Exercise directions:
A complete response lists each line of the data below that includes the word "sans".

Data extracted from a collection
━━━━
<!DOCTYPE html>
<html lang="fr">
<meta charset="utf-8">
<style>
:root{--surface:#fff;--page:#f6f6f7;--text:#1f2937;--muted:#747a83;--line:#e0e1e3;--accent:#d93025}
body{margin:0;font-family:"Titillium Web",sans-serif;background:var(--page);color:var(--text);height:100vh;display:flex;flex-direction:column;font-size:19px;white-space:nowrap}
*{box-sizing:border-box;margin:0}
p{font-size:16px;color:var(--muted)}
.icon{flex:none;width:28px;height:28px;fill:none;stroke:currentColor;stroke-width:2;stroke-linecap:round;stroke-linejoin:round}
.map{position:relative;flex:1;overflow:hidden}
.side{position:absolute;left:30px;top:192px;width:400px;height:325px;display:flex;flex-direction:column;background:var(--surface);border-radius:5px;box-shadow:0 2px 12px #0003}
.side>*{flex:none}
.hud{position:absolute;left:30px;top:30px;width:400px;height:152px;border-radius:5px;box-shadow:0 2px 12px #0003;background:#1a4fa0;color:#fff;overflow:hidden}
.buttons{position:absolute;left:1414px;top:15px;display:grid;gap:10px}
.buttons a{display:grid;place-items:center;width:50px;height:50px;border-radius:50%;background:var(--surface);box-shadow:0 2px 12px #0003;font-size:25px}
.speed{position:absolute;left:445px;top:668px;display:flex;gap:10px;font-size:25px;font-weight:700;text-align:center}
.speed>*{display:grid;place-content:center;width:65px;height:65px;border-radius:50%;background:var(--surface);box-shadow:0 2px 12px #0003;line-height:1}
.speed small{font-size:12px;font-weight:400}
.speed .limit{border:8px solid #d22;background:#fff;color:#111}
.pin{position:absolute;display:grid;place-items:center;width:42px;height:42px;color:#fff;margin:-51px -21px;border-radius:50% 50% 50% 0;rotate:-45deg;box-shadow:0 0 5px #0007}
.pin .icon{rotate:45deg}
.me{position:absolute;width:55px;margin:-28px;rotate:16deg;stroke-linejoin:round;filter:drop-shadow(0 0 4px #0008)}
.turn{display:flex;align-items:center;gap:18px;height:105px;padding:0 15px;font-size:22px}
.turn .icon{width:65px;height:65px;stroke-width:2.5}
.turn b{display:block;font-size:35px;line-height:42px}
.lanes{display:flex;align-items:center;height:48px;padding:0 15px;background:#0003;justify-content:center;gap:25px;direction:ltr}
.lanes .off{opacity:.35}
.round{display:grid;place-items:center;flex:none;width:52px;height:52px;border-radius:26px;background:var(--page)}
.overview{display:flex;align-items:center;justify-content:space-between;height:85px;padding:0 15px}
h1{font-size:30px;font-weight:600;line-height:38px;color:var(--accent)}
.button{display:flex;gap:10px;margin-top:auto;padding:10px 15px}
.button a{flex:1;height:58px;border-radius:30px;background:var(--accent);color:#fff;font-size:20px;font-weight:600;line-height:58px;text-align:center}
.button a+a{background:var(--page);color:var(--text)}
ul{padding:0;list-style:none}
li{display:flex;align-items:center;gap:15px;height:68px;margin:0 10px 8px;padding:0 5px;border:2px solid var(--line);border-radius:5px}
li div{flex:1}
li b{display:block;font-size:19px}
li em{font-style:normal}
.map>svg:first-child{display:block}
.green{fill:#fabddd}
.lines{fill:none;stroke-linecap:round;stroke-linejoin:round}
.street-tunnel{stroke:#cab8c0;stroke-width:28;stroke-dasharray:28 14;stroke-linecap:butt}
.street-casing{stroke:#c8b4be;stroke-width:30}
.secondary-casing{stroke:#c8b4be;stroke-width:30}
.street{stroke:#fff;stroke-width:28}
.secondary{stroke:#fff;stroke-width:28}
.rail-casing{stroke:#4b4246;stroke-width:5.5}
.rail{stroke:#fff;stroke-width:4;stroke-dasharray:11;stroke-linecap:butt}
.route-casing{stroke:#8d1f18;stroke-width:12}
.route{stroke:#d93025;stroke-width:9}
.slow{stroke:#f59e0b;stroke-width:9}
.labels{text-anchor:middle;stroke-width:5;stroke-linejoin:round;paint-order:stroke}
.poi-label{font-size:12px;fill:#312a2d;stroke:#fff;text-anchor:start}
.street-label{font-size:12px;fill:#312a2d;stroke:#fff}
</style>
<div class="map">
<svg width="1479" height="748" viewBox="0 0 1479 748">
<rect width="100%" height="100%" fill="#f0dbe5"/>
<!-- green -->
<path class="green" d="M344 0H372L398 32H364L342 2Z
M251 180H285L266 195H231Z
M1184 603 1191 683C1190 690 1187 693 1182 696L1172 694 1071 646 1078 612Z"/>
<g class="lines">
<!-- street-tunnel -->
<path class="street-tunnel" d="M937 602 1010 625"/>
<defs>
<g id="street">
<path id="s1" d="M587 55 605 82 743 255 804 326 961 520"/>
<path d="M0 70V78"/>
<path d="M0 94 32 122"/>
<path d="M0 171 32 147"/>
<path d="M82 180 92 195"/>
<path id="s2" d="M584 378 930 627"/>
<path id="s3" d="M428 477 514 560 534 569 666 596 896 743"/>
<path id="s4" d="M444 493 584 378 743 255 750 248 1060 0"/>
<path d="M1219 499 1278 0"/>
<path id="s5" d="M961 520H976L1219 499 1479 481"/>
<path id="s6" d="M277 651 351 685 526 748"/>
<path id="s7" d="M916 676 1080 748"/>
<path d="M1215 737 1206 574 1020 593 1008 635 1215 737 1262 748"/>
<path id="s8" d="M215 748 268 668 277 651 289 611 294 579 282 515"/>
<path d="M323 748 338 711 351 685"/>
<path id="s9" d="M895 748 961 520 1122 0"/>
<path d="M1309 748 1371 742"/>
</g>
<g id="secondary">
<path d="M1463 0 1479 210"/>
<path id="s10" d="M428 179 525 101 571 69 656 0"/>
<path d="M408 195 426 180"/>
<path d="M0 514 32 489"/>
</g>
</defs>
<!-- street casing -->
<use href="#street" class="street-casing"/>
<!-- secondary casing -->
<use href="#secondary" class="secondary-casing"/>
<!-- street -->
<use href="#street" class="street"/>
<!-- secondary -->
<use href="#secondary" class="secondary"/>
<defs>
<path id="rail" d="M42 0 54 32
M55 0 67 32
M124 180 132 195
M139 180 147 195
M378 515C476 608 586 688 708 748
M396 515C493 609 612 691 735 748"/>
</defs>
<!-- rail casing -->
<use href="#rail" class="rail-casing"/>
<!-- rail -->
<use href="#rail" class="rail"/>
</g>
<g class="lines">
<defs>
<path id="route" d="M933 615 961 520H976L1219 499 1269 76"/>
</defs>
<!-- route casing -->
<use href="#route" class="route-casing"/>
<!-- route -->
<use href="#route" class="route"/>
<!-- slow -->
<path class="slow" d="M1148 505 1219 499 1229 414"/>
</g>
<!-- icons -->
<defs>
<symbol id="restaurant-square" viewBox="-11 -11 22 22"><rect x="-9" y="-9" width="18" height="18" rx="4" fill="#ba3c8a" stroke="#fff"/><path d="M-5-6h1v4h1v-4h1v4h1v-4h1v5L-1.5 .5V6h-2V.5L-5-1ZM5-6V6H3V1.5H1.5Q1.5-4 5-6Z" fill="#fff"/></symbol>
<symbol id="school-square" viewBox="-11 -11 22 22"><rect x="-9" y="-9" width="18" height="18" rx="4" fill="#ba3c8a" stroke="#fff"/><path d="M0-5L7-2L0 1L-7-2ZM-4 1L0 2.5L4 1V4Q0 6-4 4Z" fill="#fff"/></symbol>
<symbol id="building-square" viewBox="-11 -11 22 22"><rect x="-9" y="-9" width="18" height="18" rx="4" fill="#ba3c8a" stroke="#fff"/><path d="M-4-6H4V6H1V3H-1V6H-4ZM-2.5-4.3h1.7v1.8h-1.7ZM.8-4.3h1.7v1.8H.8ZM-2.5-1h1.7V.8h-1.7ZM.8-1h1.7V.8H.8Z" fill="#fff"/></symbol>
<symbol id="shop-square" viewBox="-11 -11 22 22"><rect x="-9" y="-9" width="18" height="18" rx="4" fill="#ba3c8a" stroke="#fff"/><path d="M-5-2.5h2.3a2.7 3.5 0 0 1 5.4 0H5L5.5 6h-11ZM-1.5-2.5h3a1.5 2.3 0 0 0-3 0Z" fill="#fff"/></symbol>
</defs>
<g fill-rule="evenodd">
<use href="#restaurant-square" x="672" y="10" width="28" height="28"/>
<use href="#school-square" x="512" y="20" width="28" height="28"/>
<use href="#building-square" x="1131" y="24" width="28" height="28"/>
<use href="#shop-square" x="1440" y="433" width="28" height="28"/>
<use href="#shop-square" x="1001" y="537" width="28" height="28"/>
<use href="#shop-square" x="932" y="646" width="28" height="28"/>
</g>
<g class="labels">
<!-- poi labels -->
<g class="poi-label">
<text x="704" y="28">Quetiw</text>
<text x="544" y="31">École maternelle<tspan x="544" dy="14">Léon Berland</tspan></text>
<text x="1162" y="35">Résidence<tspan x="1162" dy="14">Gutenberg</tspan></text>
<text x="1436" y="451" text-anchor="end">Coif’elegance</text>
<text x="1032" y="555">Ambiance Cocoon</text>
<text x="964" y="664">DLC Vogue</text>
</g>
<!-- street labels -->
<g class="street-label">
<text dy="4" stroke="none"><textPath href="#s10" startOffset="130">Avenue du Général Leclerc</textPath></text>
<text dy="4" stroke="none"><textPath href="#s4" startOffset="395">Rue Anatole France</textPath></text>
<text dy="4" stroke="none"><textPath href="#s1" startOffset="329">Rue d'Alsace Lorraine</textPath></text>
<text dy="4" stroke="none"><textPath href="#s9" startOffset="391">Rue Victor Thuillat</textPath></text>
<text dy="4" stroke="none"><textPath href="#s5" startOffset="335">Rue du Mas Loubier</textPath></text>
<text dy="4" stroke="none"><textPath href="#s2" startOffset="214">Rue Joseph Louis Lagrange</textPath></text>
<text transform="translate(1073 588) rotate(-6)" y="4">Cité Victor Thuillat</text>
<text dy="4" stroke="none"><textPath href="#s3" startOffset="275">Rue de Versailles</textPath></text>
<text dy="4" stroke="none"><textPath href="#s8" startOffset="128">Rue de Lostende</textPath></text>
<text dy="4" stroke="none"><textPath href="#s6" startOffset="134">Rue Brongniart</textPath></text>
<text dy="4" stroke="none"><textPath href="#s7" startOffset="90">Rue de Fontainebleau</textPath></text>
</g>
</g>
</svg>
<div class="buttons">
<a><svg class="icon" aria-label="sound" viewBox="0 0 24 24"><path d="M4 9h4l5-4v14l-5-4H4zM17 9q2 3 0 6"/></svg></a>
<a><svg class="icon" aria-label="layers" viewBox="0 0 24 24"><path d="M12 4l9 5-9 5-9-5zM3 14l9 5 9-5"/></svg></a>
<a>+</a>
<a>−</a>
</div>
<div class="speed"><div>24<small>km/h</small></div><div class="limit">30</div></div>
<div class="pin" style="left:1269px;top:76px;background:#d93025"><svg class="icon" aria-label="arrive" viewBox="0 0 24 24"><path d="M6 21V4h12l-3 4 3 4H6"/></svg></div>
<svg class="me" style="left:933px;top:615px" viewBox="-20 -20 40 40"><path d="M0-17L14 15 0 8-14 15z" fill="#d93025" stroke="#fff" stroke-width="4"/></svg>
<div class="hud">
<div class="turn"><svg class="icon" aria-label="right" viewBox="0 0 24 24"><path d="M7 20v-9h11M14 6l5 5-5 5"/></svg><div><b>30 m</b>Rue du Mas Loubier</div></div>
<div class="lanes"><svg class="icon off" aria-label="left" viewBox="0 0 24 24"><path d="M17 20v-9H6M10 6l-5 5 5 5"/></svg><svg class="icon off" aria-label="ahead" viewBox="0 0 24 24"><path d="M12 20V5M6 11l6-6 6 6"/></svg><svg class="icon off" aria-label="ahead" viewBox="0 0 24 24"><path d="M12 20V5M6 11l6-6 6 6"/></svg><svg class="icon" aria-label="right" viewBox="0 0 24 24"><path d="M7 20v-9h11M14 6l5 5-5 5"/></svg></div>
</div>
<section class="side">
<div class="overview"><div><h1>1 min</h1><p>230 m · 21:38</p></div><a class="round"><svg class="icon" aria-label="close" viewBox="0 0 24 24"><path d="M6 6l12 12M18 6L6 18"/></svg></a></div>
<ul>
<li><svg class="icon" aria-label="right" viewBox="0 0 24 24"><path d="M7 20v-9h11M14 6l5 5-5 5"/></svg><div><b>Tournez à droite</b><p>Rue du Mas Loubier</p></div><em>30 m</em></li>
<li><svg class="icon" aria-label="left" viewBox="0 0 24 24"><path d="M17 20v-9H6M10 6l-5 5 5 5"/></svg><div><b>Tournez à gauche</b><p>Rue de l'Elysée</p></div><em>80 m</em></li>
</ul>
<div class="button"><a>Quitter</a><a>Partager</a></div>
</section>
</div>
━━━━
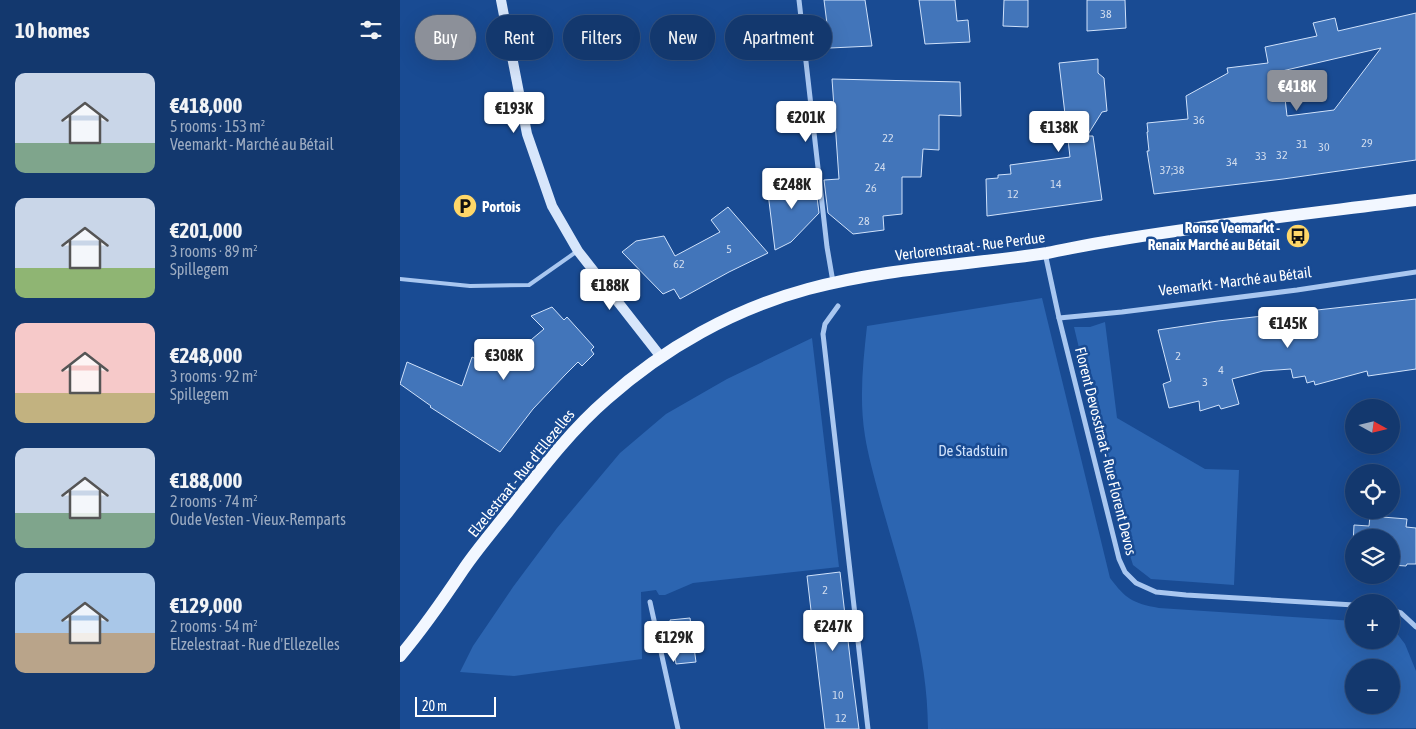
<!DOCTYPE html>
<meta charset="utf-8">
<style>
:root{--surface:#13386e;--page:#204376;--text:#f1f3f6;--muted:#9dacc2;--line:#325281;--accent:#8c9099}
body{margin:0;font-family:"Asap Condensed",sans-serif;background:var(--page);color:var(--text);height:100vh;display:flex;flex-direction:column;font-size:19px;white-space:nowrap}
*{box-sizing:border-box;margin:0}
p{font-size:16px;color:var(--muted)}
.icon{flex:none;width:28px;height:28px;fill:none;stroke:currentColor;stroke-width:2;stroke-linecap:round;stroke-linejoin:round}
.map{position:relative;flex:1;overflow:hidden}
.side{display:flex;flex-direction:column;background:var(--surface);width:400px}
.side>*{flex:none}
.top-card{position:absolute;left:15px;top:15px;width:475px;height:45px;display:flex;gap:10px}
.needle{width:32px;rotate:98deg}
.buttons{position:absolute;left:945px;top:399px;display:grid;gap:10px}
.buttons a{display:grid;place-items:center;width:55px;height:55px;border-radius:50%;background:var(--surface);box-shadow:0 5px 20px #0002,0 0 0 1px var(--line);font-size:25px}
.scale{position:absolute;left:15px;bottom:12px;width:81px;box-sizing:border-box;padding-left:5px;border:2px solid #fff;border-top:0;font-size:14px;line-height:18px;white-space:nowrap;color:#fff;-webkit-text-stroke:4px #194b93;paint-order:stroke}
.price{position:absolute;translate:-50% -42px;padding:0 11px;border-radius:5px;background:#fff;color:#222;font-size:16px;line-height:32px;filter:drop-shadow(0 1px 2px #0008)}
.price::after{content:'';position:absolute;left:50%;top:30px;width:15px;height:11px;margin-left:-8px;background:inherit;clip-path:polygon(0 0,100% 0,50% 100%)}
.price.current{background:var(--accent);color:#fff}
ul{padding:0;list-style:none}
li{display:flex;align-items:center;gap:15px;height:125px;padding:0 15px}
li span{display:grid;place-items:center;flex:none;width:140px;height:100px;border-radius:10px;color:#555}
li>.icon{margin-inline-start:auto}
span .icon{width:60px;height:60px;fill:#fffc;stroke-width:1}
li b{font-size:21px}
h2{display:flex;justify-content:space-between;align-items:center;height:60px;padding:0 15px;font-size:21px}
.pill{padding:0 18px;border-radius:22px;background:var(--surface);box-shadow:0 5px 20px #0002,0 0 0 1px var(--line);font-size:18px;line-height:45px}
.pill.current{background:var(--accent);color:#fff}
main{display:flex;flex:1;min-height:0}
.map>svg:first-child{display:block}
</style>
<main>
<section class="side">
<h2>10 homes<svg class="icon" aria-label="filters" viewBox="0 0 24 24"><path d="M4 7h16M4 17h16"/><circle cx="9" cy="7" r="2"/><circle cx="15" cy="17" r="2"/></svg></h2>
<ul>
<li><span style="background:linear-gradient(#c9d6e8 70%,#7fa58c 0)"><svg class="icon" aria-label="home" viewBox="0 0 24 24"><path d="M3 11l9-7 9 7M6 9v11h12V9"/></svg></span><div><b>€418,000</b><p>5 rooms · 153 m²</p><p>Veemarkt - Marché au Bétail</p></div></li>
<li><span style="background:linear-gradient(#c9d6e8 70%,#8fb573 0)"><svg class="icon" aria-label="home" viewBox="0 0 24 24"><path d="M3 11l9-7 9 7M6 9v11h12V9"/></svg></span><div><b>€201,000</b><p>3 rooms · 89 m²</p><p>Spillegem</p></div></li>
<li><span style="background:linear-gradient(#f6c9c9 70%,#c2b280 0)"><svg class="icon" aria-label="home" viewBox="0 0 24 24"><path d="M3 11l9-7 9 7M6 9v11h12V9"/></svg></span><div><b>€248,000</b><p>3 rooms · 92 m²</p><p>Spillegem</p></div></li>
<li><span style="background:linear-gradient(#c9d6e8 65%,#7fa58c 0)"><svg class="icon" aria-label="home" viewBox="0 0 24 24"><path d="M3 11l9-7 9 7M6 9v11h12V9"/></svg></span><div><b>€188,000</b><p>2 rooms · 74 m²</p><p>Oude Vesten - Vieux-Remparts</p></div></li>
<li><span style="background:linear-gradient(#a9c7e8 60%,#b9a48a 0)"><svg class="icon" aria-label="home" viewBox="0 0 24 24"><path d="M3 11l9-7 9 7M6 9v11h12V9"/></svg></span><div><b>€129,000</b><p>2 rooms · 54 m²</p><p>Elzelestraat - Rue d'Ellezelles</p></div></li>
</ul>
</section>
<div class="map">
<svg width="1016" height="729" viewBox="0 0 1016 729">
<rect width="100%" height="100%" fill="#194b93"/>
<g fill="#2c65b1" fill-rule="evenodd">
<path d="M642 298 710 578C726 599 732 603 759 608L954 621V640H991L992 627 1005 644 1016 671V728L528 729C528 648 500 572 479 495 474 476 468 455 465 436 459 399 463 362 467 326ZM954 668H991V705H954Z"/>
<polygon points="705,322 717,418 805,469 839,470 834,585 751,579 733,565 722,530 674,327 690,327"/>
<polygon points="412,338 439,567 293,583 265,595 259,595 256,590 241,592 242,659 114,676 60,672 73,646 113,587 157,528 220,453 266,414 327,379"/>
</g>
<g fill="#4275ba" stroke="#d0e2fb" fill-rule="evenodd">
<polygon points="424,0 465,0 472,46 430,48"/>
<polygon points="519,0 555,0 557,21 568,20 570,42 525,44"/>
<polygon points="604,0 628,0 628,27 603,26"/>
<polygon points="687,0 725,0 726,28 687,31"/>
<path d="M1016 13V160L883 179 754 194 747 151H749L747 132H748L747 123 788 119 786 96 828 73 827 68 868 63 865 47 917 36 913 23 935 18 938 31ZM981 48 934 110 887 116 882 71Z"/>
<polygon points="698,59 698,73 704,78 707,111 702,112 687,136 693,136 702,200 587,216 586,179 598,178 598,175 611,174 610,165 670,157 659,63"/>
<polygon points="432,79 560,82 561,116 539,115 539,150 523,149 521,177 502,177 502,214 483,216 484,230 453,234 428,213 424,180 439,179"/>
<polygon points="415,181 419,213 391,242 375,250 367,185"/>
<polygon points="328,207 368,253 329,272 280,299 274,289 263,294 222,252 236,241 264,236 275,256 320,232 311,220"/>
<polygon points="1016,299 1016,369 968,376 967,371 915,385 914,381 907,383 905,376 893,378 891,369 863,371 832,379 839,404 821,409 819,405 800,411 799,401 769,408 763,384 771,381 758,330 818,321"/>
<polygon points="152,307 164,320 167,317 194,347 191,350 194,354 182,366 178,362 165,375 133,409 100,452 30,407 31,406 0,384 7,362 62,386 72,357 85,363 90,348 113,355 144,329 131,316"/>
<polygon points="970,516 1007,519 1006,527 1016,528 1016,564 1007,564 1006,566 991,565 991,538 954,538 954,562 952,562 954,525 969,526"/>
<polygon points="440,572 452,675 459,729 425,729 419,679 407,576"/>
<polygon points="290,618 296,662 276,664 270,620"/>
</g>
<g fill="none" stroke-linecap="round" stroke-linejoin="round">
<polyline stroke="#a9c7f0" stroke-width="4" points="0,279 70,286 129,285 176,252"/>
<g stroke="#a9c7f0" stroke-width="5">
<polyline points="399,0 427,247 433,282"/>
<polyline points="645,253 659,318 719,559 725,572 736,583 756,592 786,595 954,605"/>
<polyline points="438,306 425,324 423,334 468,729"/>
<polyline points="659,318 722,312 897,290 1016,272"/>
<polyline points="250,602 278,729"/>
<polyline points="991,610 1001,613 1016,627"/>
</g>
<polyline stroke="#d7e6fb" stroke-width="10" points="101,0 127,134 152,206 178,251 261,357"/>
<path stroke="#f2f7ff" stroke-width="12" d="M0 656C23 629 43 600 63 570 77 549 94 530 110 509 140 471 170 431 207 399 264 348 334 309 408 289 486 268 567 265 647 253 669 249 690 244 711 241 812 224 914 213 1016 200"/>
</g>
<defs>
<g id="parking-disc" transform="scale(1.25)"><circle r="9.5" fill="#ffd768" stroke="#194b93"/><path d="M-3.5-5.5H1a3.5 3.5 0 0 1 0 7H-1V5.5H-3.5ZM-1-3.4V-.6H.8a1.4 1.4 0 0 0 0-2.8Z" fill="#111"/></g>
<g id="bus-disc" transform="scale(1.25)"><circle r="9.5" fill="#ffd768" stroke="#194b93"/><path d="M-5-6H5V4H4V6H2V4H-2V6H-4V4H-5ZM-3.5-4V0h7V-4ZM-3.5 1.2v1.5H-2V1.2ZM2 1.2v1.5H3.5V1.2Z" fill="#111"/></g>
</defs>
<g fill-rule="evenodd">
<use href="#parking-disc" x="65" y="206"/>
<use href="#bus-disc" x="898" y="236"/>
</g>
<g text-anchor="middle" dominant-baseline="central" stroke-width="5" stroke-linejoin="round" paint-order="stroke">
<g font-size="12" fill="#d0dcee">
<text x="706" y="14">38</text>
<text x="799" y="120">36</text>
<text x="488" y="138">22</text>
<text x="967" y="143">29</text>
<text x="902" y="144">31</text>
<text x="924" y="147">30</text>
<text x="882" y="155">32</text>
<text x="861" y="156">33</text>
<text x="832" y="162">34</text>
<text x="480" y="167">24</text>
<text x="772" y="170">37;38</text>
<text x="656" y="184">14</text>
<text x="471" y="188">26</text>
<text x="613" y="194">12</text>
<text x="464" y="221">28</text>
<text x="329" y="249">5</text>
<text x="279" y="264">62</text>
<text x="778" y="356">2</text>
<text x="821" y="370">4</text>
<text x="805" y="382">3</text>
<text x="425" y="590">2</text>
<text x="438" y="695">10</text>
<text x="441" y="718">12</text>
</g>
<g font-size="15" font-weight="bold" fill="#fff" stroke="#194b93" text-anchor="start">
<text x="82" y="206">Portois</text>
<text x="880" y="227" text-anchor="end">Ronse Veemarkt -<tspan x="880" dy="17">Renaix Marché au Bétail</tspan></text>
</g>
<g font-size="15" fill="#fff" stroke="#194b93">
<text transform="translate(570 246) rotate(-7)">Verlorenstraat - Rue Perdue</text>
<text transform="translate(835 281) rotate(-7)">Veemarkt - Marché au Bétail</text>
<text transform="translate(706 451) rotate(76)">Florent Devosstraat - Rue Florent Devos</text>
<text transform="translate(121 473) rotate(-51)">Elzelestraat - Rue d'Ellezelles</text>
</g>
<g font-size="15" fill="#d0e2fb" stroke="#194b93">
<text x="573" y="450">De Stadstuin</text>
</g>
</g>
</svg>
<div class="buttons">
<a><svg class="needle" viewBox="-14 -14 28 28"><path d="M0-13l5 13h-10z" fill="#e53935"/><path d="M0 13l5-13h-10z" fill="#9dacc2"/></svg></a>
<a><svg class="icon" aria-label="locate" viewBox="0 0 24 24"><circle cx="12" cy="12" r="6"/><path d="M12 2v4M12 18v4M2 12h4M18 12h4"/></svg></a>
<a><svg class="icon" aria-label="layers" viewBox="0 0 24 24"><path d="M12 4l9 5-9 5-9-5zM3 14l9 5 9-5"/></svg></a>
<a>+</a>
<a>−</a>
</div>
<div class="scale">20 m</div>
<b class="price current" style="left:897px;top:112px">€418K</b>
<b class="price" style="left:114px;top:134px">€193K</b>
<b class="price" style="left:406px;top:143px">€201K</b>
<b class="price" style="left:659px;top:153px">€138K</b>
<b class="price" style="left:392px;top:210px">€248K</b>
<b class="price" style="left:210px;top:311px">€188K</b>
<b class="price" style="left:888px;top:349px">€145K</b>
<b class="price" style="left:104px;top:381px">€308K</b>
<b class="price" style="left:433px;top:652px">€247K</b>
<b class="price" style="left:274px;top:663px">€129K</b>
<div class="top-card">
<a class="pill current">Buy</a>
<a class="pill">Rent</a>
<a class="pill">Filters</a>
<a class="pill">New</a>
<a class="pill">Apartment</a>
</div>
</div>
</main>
━━━━
The answer:
body{margin:0;font-family:"Titillium Web",sans-serif;background:var(--page);color:var(--text);height:100vh;display:flex;flex-direction:column;font-size:19px;white-space:nowrap}
body{margin:0;font-family:"Asap Condensed",sans-serif;background:var(--page);color:var(--text);height:100vh;display:flex;flex-direction:column;font-size:19px;white-space:nowrap}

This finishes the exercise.